* _Extracted data_:
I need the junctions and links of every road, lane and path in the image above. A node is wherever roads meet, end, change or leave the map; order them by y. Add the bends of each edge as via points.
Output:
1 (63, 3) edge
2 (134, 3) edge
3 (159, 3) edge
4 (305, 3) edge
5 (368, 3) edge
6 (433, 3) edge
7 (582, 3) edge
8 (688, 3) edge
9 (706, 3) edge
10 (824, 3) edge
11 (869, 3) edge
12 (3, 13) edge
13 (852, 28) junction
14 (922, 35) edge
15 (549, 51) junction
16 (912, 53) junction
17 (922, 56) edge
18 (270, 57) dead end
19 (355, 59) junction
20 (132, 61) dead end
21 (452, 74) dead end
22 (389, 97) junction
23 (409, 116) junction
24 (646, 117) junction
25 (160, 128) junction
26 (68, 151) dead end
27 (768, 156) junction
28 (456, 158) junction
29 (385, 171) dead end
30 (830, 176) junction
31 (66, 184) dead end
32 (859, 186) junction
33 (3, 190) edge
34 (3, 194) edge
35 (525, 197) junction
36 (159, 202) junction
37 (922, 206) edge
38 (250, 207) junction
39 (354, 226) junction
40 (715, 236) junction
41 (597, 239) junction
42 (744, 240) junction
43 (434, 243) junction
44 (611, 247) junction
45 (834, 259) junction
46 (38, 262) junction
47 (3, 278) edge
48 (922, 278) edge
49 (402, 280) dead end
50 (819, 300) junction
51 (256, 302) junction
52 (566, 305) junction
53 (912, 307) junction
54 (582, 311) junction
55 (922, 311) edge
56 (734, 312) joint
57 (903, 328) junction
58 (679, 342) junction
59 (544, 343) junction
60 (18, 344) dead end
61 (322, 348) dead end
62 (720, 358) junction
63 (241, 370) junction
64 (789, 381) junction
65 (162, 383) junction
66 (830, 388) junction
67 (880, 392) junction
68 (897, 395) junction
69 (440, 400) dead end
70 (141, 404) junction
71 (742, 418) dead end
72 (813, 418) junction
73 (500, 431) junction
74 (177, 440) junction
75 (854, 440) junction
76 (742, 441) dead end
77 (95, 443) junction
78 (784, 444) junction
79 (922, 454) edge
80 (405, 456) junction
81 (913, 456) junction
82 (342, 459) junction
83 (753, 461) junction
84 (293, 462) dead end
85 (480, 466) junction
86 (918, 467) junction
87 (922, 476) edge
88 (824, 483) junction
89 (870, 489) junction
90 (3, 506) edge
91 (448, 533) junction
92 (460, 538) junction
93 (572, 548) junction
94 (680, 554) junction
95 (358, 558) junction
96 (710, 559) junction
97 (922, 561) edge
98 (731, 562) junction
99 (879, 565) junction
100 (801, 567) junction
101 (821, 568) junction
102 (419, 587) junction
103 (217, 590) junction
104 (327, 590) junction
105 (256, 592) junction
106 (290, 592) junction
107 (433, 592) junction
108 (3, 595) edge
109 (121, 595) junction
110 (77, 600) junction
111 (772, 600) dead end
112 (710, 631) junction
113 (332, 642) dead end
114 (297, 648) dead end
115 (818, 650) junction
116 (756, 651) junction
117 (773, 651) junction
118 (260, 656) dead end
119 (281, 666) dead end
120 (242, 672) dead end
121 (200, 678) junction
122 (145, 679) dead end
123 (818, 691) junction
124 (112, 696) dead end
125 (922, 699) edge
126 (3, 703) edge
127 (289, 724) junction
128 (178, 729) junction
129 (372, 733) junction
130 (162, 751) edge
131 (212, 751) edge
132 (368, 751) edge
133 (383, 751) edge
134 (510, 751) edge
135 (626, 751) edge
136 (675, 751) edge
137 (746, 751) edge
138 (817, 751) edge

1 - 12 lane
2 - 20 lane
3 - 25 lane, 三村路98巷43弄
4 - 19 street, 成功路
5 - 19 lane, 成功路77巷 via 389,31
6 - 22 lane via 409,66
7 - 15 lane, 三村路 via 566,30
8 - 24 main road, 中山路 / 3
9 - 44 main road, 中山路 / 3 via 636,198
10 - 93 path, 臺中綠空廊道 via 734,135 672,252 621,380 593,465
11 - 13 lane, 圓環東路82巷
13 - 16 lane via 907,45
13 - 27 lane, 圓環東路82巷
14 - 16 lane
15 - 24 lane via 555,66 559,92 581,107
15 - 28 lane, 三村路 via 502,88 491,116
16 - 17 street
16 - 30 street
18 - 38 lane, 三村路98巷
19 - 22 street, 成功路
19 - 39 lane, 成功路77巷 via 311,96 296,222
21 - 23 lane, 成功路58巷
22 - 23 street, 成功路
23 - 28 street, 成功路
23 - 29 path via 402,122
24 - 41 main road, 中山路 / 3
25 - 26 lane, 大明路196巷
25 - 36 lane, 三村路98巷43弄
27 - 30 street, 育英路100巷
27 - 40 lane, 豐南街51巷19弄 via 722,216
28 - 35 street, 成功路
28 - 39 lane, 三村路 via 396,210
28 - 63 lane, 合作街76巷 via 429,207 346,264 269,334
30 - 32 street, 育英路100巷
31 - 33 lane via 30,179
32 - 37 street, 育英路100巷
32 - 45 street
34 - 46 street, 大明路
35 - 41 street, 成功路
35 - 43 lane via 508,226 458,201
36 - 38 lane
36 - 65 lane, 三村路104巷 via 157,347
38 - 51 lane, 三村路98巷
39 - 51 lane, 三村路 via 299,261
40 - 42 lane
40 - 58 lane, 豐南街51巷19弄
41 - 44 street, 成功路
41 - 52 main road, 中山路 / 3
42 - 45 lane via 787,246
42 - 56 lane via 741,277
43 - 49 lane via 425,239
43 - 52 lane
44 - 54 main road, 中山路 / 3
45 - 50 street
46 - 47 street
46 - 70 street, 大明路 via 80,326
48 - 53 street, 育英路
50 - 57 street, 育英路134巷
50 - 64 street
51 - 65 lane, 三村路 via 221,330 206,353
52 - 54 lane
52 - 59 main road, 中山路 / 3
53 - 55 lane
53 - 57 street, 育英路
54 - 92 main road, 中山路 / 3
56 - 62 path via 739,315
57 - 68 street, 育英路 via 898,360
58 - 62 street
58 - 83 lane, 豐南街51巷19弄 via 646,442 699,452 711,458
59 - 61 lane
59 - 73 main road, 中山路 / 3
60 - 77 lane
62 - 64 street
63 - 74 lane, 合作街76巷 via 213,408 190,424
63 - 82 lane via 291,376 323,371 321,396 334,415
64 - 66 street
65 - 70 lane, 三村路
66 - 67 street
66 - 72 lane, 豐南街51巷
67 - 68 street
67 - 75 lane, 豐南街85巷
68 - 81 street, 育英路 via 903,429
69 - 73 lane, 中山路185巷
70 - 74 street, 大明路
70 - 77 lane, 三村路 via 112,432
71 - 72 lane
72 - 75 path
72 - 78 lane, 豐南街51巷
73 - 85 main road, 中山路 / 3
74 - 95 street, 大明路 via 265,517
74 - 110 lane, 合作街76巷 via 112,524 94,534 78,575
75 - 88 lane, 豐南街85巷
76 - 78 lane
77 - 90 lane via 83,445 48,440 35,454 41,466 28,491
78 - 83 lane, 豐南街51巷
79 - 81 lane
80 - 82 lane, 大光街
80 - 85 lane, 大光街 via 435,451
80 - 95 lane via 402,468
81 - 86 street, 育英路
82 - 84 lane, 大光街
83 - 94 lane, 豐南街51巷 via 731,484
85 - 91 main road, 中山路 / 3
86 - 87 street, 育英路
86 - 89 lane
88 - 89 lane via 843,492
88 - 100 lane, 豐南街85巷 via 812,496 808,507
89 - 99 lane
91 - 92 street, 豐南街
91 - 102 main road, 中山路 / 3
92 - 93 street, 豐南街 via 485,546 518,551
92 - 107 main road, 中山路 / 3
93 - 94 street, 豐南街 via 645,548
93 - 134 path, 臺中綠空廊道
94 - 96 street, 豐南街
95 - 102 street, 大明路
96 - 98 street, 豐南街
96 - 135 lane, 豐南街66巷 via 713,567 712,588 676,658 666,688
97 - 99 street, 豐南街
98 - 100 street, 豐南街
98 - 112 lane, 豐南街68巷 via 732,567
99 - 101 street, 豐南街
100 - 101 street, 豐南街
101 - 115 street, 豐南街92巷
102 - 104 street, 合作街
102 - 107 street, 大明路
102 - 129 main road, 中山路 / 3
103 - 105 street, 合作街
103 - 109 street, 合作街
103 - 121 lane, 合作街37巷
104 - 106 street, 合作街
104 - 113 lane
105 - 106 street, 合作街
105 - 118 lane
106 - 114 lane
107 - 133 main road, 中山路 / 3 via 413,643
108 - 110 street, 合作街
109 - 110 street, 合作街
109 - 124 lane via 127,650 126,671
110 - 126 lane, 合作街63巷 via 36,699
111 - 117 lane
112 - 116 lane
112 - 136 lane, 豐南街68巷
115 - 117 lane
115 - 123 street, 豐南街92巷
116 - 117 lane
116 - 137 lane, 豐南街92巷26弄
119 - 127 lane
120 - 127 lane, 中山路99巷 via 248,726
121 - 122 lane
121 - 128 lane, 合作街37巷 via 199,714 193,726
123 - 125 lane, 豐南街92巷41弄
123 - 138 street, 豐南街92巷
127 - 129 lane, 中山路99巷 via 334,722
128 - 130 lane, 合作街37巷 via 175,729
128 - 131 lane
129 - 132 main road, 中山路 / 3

* _How to complete this task_: Show each line in the listing above that has "path".

* _Response to the task_:
I need the junctions and links of every road, lane and path in the image above. A node is wherever roads meet, end, change or leave the map; order them by y. Add the bends of each edge as via points.
10 - 93 path, 臺中綠空廊道 via 734,135 672,252 621,380 593,465
23 - 29 path via 402,122
56 - 62 path via 739,315
72 - 75 path
93 - 134 path, 臺中綠空廊道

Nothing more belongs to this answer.